Capillary density was assessed in 8-μm sections of formalin-fixed, paraffin-embedded cardiac tissue following immunofluorescence detection of platelet endothelial cell adhesion molecule 1 (PECAM-1). For immunofluorescence, sections were washed with PBS and then incubated with a PBS-blocking buffer (1% BSA and 10% goat serum) for 30 min. The slides were then incubated with rabbit anti-PECAM-1 (1:250; Santa Cruz Biotechnology) overnight at 4°C. The sections were washed three times and incubated with the fluorescently labeled secondary antibody (Alexa Fluor 546-labeled anti-rabbit IgG; Invitrogen) at room temperature for 1 h.
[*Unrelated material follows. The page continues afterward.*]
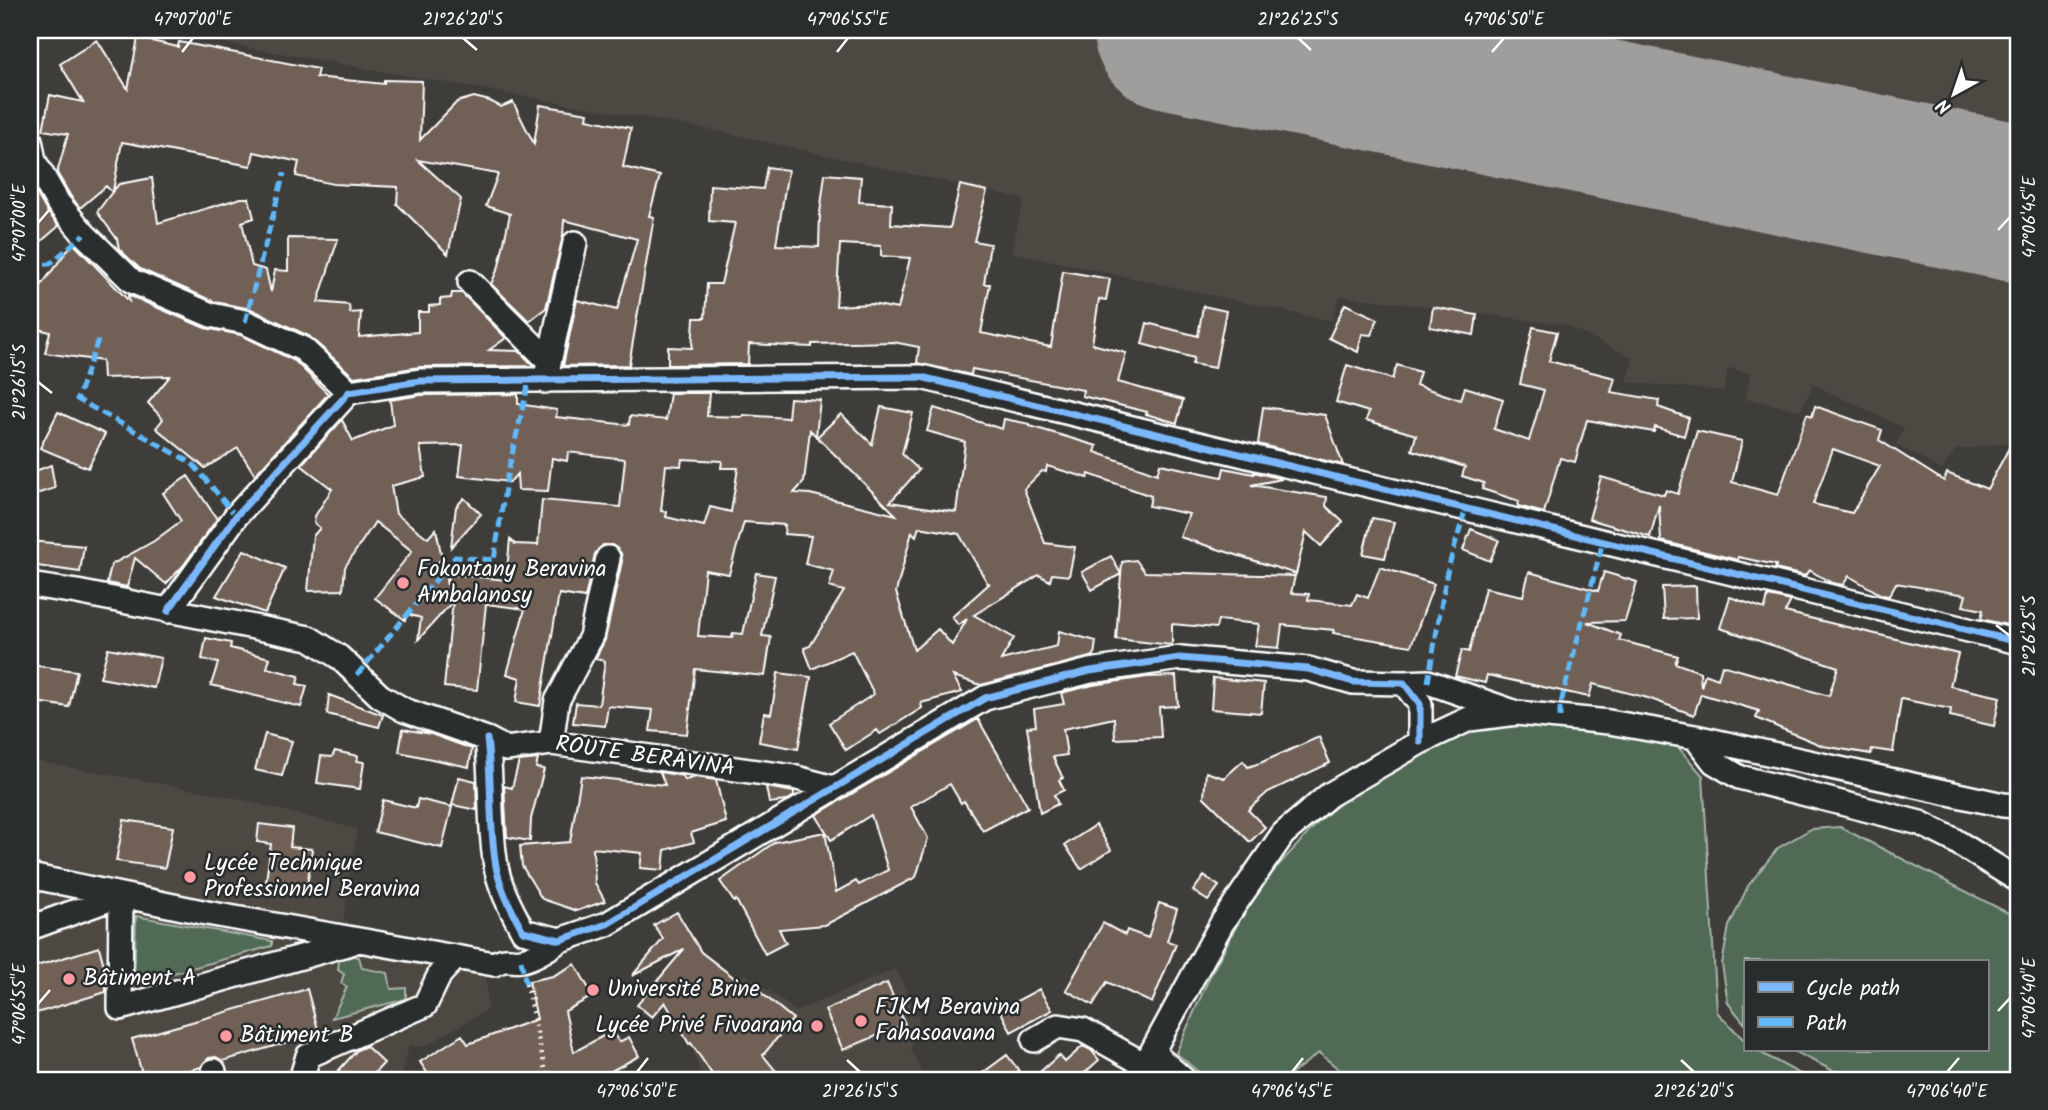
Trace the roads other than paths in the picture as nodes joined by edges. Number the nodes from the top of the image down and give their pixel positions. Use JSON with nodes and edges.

Sections were washed three times with PBS and mounted with Prolong Gold Antifade Reagent (Invitrogen). Quantification of vascularity (PECAM-1) in the heart was evaluated on nine to 10 randomly chosen fields (objective ×40/0.75) from tissues obtained from nine to 10 mice by fluorescence microscopy. For confocal microscopy analysis, an Olympus BX61 W confocal microscope was used, and images were generated using Fluorview 1000 software. The PECAM-1-positive area of tissue for each field was quantified using Image J by outlining tissue and calculating total area per field. Areas are expressed relative to the SHAM group for the infarct and remote left ventricle.
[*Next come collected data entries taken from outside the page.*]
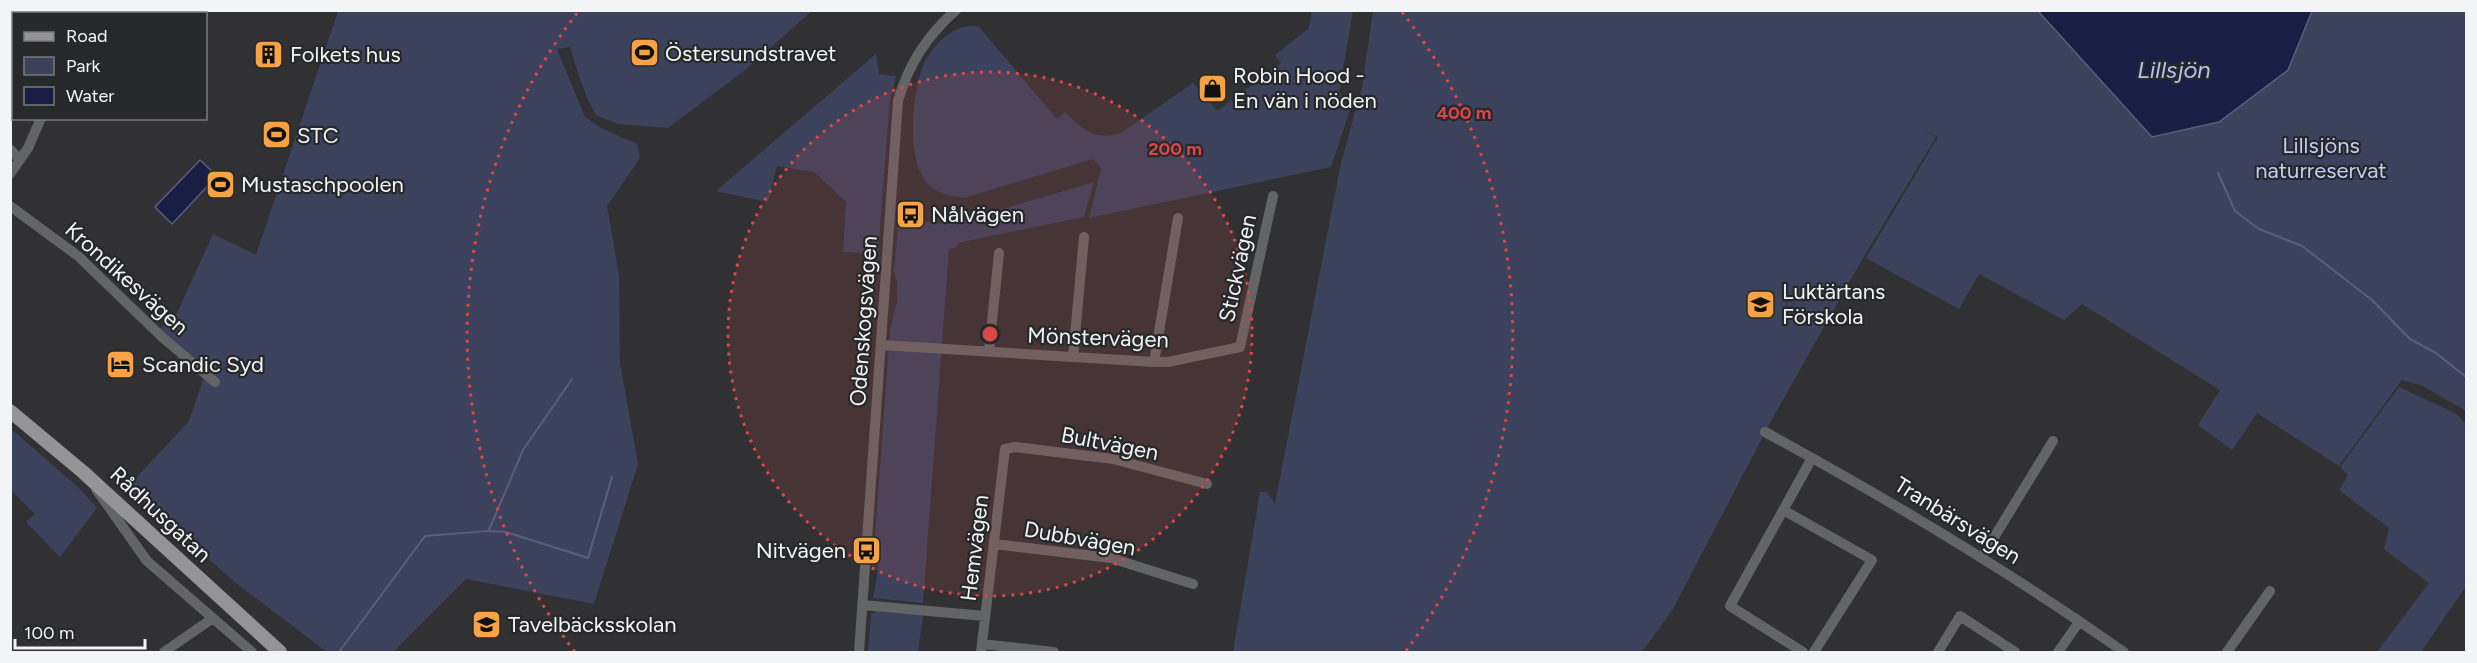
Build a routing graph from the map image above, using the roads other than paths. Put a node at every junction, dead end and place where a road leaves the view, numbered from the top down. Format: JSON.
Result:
{"nodes":[{"id":1,"x":956,"y":10,"type":"edge"},
{"id":2,"x":40,"y":120,"type":"edge"},
{"id":3,"x":10,"y":149,"type":"edge"},
{"id":4,"x":20,"y":160,"type":"junction"},
{"id":5,"x":10,"y":174,"type":"edge"},
{"id":6,"x":1273,"y":196,"type":"dead end"},
{"id":7,"x":10,"y":206,"type":"edge"},
{"id":8,"x":1178,"y":218,"type":"dead end"},
{"id":9,"x":1084,"y":237,"type":"dead end"},
{"id":10,"x":999,"y":253,"type":"dead end"},
{"id":11,"x":881,"y":345,"type":"junction"},
{"id":12,"x":1240,"y":347,"type":"joint"},
{"id":13,"x":988,"y":351,"type":"junction"},
{"id":14,"x":1073,"y":357,"type":"junction"},
{"id":15,"x":1154,"y":362,"type":"junction"},
{"id":16,"x":215,"y":382,"type":"dead end"},
{"id":17,"x":10,"y":411,"type":"edge"},
{"id":18,"x":1765,"y":432,"type":"dead end"},
{"id":19,"x":2053,"y":441,"type":"dead end"},
{"id":20,"x":1005,"y":449,"type":"joint"},
{"id":21,"x":1812,"y":458,"type":"junction"},
{"id":22,"x":83,"y":472,"type":"junction"},
{"id":23,"x":1207,"y":484,"type":"dead end"},
{"id":24,"x":1783,"y":510,"type":"junction"},
{"id":25,"x":994,"y":544,"type":"junction"},
{"id":26,"x":1982,"y":557,"type":"junction"},
{"id":27,"x":1193,"y":584,"type":"dead end"},
{"id":28,"x":2270,"y":591,"type":"dead end"},
{"id":29,"x":862,"y":605,"type":"junction"},
{"id":30,"x":985,"y":616,"type":"junction"},
{"id":31,"x":213,"y":618,"type":"junction"},
{"id":32,"x":2079,"y":622,"type":"junction"},
{"id":33,"x":981,"y":648,"type":"edge"},
{"id":34,"x":164,"y":652,"type":"edge"},
{"id":35,"x":252,"y":652,"type":"edge"},
{"id":36,"x":280,"y":652,"type":"edge"},
{"id":37,"x":859,"y":652,"type":"edge"},
{"id":38,"x":1054,"y":652,"type":"edge"},
{"id":39,"x":1803,"y":652,"type":"edge"},
{"id":40,"x":1814,"y":652,"type":"edge"},
{"id":41,"x":1938,"y":652,"type":"edge"},
{"id":42,"x":2015,"y":652,"type":"edge"},
{"id":43,"x":2058,"y":652,"type":"edge"},
{"id":44,"x":2124,"y":652,"type":"edge"},
{"id":45,"x":2227,"y":652,"type":"edge"}],
"edges":[{"from":1,"to":11,"type":"street","name":"Odenskogsvägen"},
{"from":2,"to":4,"type":"street"},
{"from":3,"to":4,"type":"street"},
{"from":4,"to":5,"type":"street"},
{"from":6,"to":12,"type":"street","name":"Stickvägen"},
{"from":7,"to":16,"type":"street","name":"Krondikesvägen"},
{"from":8,"to":15,"type":"street"},
{"from":9,"to":14,"type":"street"},
{"from":10,"to":13,"type":"street"},
{"from":11,"to":13,"type":"street","name":"Mönstervägen"},
{"from":11,"to":29,"type":"street","name":"Odenskogsvägen"},
{"from":12,"to":15,"type":"street","name":"Mönstervägen"},
{"from":13,"to":14,"type":"street","name":"Mönstervägen"},
{"from":14,"to":15,"type":"street","name":"Mönstervägen"},
{"from":17,"to":22,"type":"main road","name":"Rådhusgatan"},
{"from":18,"to":21,"type":"street","name":"Tranbärsvägen"},
{"from":19,"to":26,"type":"street"},
{"from":20,"to":23,"type":"street","name":"Bultvägen"},
{"from":20,"to":25,"type":"street","name":"Hemvägen"},
{"from":21,"to":24,"type":"street"},
{"from":21,"to":26,"type":"street","name":"Tranbärsvägen"},
{"from":22,"to":31,"type":"street"},
{"from":22,"to":36,"type":"main road","name":"Rådhusgatan"},
{"from":24,"to":39,"type":"street"},
{"from":24,"to":40,"type":"street"},
{"from":25,"to":27,"type":"street","name":"Dubbvägen"},
{"from":25,"to":30,"type":"street","name":"Hemvägen"},
{"from":26,"to":32,"type":"street","name":"Tranbärsvägen"},
{"from":28,"to":45,"type":"street"},
{"from":29,"to":30,"type":"street"},
{"from":29,"to":37,"type":"street","name":"Odenskogsvägen"},
{"from":30,"to":33,"type":"street","name":"Hemvägen"},
{"from":31,"to":34,"type":"street"},
{"from":31,"to":35,"type":"street"},
{"from":32,"to":43,"type":"street"},
{"from":32,"to":44,"type":"street","name":"Tranbärsvägen"},
{"from":33,"to":38,"type":"street"},
{"from":41,"to":42,"type":"street"}]}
Quantitative real-time PCR.
Total RNA was extracted from freeze-clamped heart tissue with Trizol reagent (Invitrogen). Reverse transcription, real-time PCR, and data analysis were performed as described previously (26). Real-time PCR reactions were employed with Quantitect mouse atrial natriuretic peptide primer pairs (Qiagen) and the following mouse β-actin primers: forward (TGTTACCAACTGGGACGACA) and reverse (GGGGTGTTGAAGGTCTCAAA). β-Actin was used as a housekeeping gene because it did not change between treatment groups. Relative gene expression levels are presented as the fold change compared with the SHAM group, for which all levels were designated as 1.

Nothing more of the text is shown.